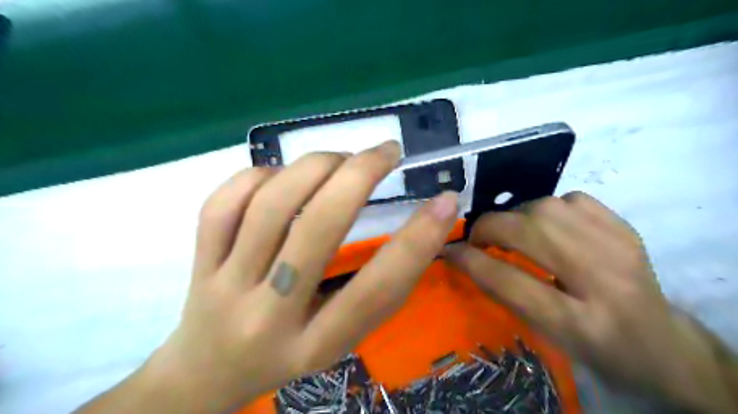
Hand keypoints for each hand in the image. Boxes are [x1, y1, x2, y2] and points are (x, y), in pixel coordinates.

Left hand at [134, 141, 452, 410]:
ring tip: (340, 160)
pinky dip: (260, 175)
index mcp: (315, 345)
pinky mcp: (198, 262)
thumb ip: (374, 292)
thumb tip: (418, 226)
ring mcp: (225, 285)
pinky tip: (282, 175)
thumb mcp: (340, 340)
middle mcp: (268, 316)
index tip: (445, 200)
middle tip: (387, 151)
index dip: (417, 242)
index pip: (375, 291)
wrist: (208, 374)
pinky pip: (223, 204)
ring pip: (270, 206)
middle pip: (317, 230)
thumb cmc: (289, 355)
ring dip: (315, 167)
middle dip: (359, 176)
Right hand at [443, 193, 737, 411]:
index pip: (509, 282)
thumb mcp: (546, 335)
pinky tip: (547, 225)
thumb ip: (505, 293)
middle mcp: (604, 281)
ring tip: (511, 232)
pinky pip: (571, 199)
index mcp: (581, 325)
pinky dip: (547, 207)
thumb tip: (465, 257)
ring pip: (547, 208)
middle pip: (529, 234)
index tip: (449, 250)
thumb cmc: (595, 348)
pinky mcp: (625, 228)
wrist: (661, 345)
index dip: (471, 261)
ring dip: (516, 216)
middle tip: (477, 239)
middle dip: (489, 229)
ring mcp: (620, 248)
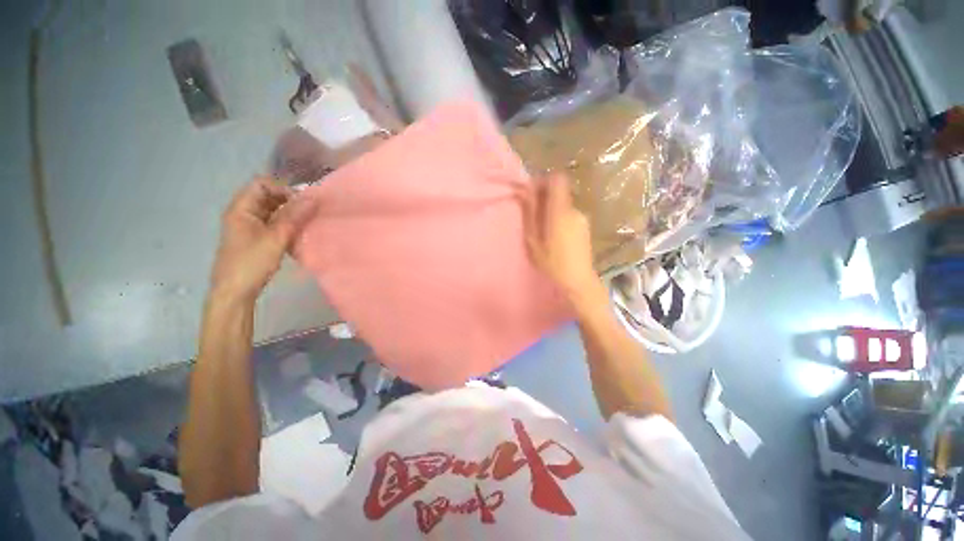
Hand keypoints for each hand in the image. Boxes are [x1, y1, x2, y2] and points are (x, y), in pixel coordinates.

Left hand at [210, 178, 315, 302]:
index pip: (261, 184)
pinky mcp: (256, 238)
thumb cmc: (252, 262)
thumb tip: (314, 198)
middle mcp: (243, 213)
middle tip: (310, 210)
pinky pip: (273, 223)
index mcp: (241, 208)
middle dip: (289, 200)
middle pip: (267, 196)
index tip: (304, 201)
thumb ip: (295, 217)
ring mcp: (249, 226)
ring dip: (290, 213)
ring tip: (308, 220)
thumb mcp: (276, 238)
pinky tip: (299, 231)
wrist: (235, 291)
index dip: (283, 188)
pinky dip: (287, 223)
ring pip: (272, 210)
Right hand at [519, 174, 601, 305]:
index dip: (544, 181)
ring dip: (552, 210)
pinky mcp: (585, 227)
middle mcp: (574, 210)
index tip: (532, 193)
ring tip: (543, 230)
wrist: (578, 281)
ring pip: (564, 205)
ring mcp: (582, 218)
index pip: (557, 180)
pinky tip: (555, 237)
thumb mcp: (533, 240)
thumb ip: (530, 214)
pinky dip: (560, 218)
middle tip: (532, 216)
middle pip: (560, 192)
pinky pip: (569, 215)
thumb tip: (525, 192)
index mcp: (560, 211)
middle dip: (545, 198)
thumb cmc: (552, 263)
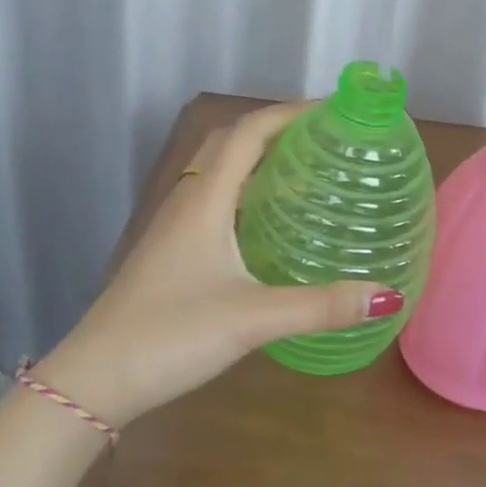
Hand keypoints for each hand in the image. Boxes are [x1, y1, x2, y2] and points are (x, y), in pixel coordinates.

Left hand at [32, 102, 399, 426]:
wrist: (97, 377)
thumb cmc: (172, 334)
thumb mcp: (253, 318)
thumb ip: (321, 306)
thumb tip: (388, 294)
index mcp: (204, 199)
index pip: (247, 133)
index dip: (288, 112)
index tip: (332, 108)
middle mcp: (187, 201)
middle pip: (229, 143)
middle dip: (274, 129)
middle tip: (322, 137)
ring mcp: (174, 227)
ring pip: (218, 173)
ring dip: (257, 160)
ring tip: (304, 170)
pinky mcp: (171, 251)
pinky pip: (213, 202)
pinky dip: (244, 193)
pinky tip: (267, 224)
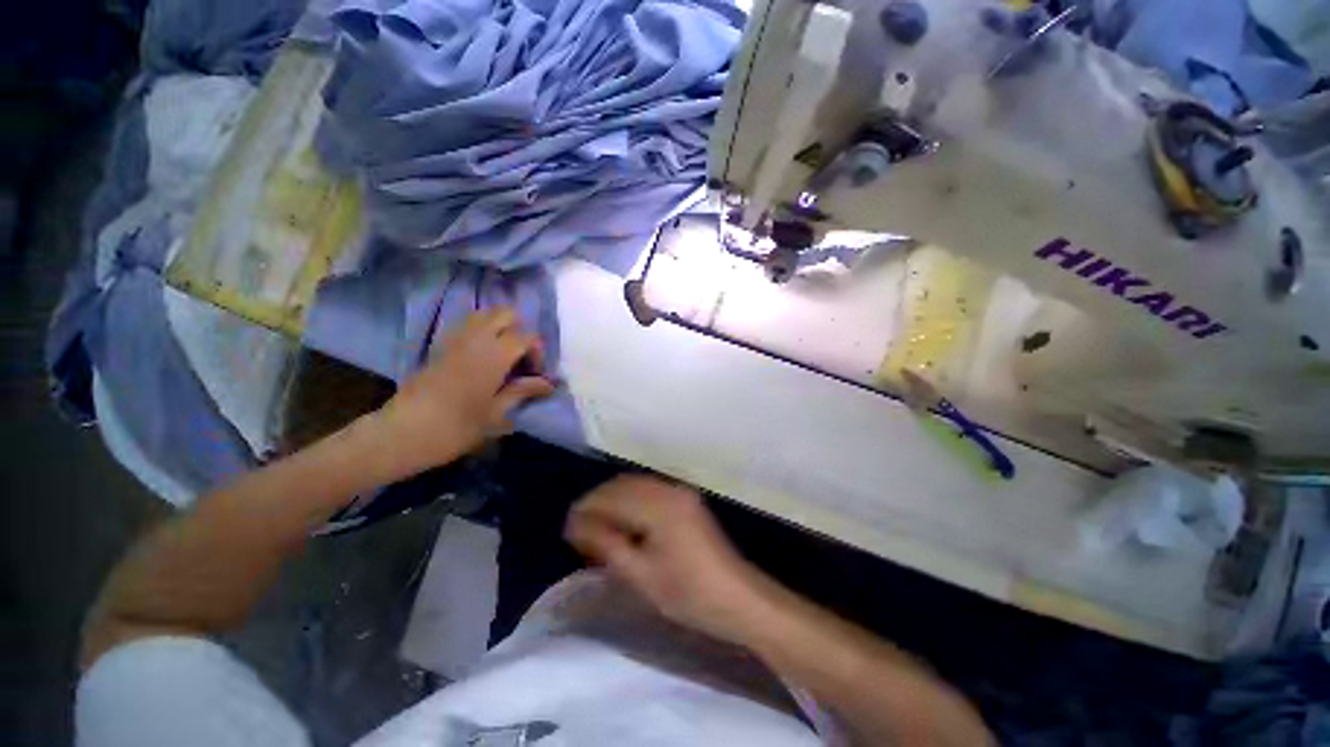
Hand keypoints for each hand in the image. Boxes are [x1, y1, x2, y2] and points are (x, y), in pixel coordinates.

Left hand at [374, 308, 554, 476]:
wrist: (401, 434)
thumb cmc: (455, 428)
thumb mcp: (496, 414)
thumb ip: (522, 391)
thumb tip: (549, 384)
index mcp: (493, 356)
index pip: (526, 336)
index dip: (537, 352)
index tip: (535, 375)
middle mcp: (475, 339)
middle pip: (505, 314)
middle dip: (520, 330)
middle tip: (521, 359)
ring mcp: (454, 340)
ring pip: (484, 314)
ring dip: (501, 328)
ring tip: (504, 355)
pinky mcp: (440, 346)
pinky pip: (467, 325)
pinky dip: (482, 331)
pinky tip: (483, 357)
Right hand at [565, 475, 770, 643]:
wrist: (737, 597)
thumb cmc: (688, 594)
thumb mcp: (641, 576)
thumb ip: (608, 545)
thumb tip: (578, 525)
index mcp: (659, 507)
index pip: (612, 498)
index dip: (586, 509)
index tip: (566, 528)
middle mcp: (669, 490)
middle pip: (622, 485)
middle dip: (597, 502)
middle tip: (578, 529)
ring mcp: (680, 492)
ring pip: (635, 484)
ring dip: (613, 500)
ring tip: (596, 527)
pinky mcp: (685, 499)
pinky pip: (649, 490)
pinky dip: (630, 500)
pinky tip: (622, 522)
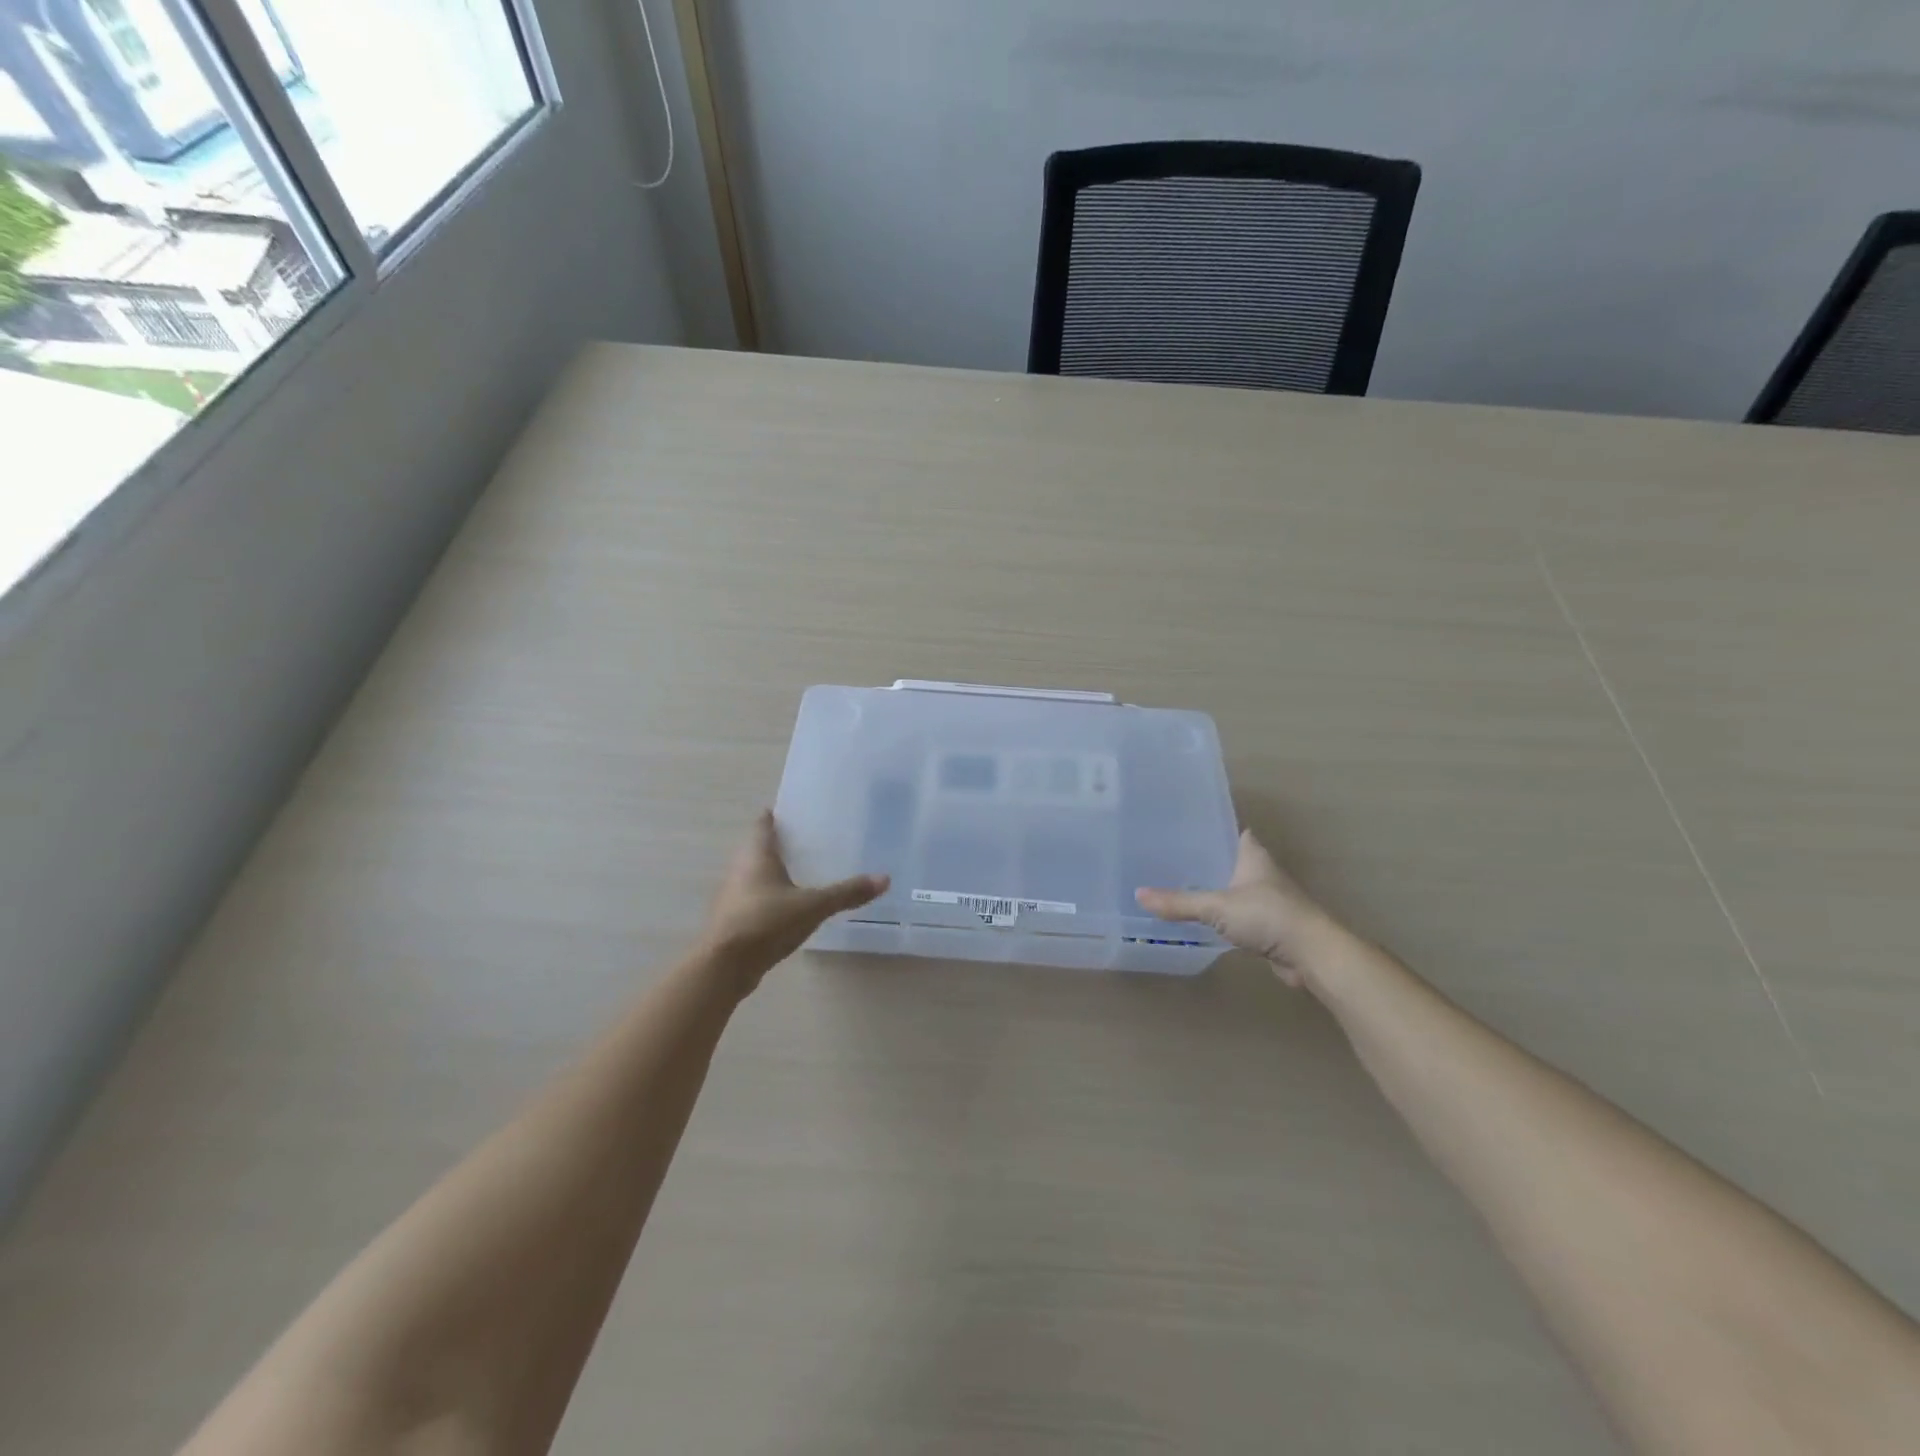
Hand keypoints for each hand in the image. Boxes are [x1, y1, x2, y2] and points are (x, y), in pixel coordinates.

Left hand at [701, 811, 887, 985]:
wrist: (723, 967)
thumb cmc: (765, 922)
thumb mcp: (812, 906)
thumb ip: (846, 893)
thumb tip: (885, 878)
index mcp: (756, 854)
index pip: (764, 822)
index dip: (778, 814)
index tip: (800, 811)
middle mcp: (740, 868)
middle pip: (759, 847)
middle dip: (783, 843)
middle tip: (813, 840)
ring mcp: (733, 895)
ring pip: (756, 873)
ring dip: (776, 871)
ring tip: (807, 871)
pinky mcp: (734, 919)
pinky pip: (756, 897)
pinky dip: (772, 895)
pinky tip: (792, 905)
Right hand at [1136, 830, 1345, 988]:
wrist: (1312, 955)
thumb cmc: (1268, 916)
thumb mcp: (1217, 906)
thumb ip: (1179, 902)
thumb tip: (1138, 894)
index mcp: (1253, 856)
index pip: (1233, 831)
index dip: (1213, 828)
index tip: (1185, 828)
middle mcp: (1261, 873)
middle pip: (1230, 860)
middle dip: (1206, 860)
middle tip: (1170, 858)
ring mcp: (1267, 900)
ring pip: (1233, 889)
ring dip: (1212, 889)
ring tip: (1177, 886)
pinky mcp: (1267, 926)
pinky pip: (1236, 915)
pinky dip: (1220, 916)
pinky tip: (1199, 918)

* * *

Work order — Could you reproduce exactly the lines from the first line of the listing through the line containing "thumb mcp: (533, 240)", both included, with pictures left out?

Output of the exercise —
Hand keypoints for each hand in the image. Boxes are [x1, y1, x2, y2] and points are (x, y), in pixel coordinates.

Left hand at [134, 141, 452, 410]:
ring tip: (340, 160)
pinky dip: (260, 175)
index mcp: (315, 345)
pinky mcp: (198, 262)
thumb ip: (374, 292)
thumb tip: (418, 226)
ring mcp: (225, 285)
pinky tip: (282, 175)
thumb mcp: (340, 340)
middle mcp: (268, 316)
index tip: (445, 200)
middle tip: (387, 151)
index dip: (417, 242)
index pip: (375, 291)
wrist: (208, 374)
pinky pip: (223, 204)
ring pip: (270, 206)
middle pip: (317, 230)
thumb cmc: (289, 355)
ring dip: (315, 167)
middle dip: (359, 176)
Right hand at [443, 193, 737, 411]:
index pip: (509, 282)
thumb mcp: (546, 335)
pinky tip: (547, 225)
thumb ip: (505, 293)
middle mcp: (604, 281)
ring tip: (511, 232)
pinky pip: (571, 199)
index mcp: (581, 325)
pinky dip: (547, 207)
thumb tip: (465, 257)
ring pip: (547, 208)
middle pip: (529, 234)
index tip: (449, 250)
thumb cmc: (595, 348)
pinky mcp: (625, 228)
wrist: (661, 345)
index dip: (471, 261)
ring dip: (516, 216)
middle tip: (477, 239)
middle dip: (489, 229)
ring mcp: (620, 248)
Hand keypoints for each hand in the image. Boxes are [x1, y1, x2, y2] and points are (x, y), in pixel coordinates.

Left hand at [210, 178, 315, 302]:
index pip: (261, 184)
pinky mcp: (256, 238)
thumb cmc: (252, 262)
thumb tip: (314, 198)
middle mcp: (243, 213)
middle tip: (310, 210)
pinky pip: (273, 223)
index mcp: (241, 208)
middle dip: (289, 200)
middle pip: (267, 196)
index tip: (304, 201)
thumb ip: (295, 217)
ring mcp: (249, 226)
ring dip: (290, 213)
ring tip: (308, 220)
thumb mcp: (276, 238)
pinky tip: (299, 231)
wrist: (235, 291)
index dip: (283, 188)
pinky dip: (287, 223)
ring pip: (272, 210)
Right hand at [519, 174, 601, 305]:
index dip: (544, 181)
ring dip: (552, 210)
pinky mcp: (585, 227)
middle mcp: (574, 210)
index tip: (532, 193)
ring tip: (543, 230)
wrist: (578, 281)
ring pip: (564, 205)
ring mcp: (582, 218)
index pip: (557, 180)
pinky tip: (555, 237)
thumb mcp: (533, 240)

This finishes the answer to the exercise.